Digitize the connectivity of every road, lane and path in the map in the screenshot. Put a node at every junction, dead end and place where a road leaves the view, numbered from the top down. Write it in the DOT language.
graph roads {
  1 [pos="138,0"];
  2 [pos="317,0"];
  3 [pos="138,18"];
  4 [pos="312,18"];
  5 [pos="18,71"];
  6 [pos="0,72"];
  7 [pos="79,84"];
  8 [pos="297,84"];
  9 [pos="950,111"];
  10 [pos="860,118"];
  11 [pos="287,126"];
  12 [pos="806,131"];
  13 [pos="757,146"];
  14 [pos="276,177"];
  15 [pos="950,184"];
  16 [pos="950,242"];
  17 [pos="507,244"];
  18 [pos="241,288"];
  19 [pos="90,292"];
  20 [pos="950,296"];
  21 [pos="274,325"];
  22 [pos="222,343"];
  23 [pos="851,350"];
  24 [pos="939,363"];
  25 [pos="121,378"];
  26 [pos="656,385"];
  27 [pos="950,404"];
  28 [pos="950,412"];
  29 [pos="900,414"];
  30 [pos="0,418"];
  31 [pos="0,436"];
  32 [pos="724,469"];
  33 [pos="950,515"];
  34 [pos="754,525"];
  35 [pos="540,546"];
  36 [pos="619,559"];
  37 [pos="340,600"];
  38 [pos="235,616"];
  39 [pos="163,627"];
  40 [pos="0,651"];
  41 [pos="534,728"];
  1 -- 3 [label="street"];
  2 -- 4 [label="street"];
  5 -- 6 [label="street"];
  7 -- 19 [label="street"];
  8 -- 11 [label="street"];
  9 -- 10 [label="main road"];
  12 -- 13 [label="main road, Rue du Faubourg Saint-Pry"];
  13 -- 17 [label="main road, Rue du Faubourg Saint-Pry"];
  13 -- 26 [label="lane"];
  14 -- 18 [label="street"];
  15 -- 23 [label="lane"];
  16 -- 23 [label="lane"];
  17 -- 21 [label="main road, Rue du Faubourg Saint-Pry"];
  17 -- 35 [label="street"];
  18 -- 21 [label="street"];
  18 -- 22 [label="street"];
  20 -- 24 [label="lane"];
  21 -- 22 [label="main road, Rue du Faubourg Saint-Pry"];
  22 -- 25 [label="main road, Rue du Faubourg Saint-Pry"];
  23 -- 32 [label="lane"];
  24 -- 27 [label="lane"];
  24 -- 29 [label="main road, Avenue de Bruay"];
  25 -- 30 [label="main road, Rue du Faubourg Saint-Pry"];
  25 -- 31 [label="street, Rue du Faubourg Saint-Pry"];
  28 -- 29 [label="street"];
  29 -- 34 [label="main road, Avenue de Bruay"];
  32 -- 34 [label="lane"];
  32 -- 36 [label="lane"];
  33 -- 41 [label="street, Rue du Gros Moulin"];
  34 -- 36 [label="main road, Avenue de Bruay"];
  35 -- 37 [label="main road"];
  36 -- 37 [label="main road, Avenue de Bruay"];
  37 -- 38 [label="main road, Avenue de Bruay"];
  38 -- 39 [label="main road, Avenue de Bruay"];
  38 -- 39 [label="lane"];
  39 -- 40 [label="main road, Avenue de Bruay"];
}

**WHAT YOU ARE ASKED TO DO**
All of the entries above should be transcribed exactly, line for line.

**FINISHED EXERCISE**
Digitize the connectivity of every road, lane and path in the map in the screenshot. Put a node at every junction, dead end and place where a road leaves the view, numbered from the top down. Write it in the DOT language.
graph roads {
  1 [pos="138,0"];
  2 [pos="317,0"];
  3 [pos="138,18"];
  4 [pos="312,18"];
  5 [pos="18,71"];
  6 [pos="0,72"];
  7 [pos="79,84"];
  8 [pos="297,84"];
  9 [pos="950,111"];
  10 [pos="860,118"];
  11 [pos="287,126"];
  12 [pos="806,131"];
  13 [pos="757,146"];
  14 [pos="276,177"];
  15 [pos="950,184"];
  16 [pos="950,242"];
  17 [pos="507,244"];
  18 [pos="241,288"];
  19 [pos="90,292"];
  20 [pos="950,296"];
  21 [pos="274,325"];
  22 [pos="222,343"];
  23 [pos="851,350"];
  24 [pos="939,363"];
  25 [pos="121,378"];
  26 [pos="656,385"];
  27 [pos="950,404"];
  28 [pos="950,412"];
  29 [pos="900,414"];
  30 [pos="0,418"];
  31 [pos="0,436"];
  32 [pos="724,469"];
  33 [pos="950,515"];
  34 [pos="754,525"];
  35 [pos="540,546"];
  36 [pos="619,559"];
  37 [pos="340,600"];
  38 [pos="235,616"];
  39 [pos="163,627"];
  40 [pos="0,651"];
  41 [pos="534,728"];
  1 -- 3 [label="street"];
  2 -- 4 [label="street"];
  5 -- 6 [label="street"];
  7 -- 19 [label="street"];
  8 -- 11 [label="street"];
  9 -- 10 [label="main road"];
  12 -- 13 [label="main road, Rue du Faubourg Saint-Pry"];
  13 -- 17 [label="main road, Rue du Faubourg Saint-Pry"];
  13 -- 26 [label="lane"];
  14 -- 18 [label="street"];
  15 -- 23 [label="lane"];
  16 -- 23 [label="lane"];
  17 -- 21 [label="main road, Rue du Faubourg Saint-Pry"];
  17 -- 35 [label="street"];
  18 -- 21 [label="street"];
  18 -- 22 [label="street"];
  20 -- 24 [label="lane"];
  21 -- 22 [label="main road, Rue du Faubourg Saint-Pry"];
  22 -- 25 [label="main road, Rue du Faubourg Saint-Pry"];
  23 -- 32 [label="lane"];
  24 -- 27 [label="lane"];
  24 -- 29 [label="main road, Avenue de Bruay"];
  25 -- 30 [label="main road, Rue du Faubourg Saint-Pry"];
  25 -- 31 [label="street, Rue du Faubourg Saint-Pry"];
  28 -- 29 [label="street"];
  29 -- 34 [label="main road, Avenue de Bruay"];
  32 -- 34 [label="lane"];
  32 -- 36 [label="lane"];
  33 -- 41 [label="street, Rue du Gros Moulin"];
  34 -- 36 [label="main road, Avenue de Bruay"];
  35 -- 37 [label="main road"];
  36 -- 37 [label="main road, Avenue de Bruay"];
  37 -- 38 [label="main road, Avenue de Bruay"];
  38 -- 39 [label="main road, Avenue de Bruay"];
  38 -- 39 [label="lane"];
  39 -- 40 [label="main road, Avenue de Bruay"];
}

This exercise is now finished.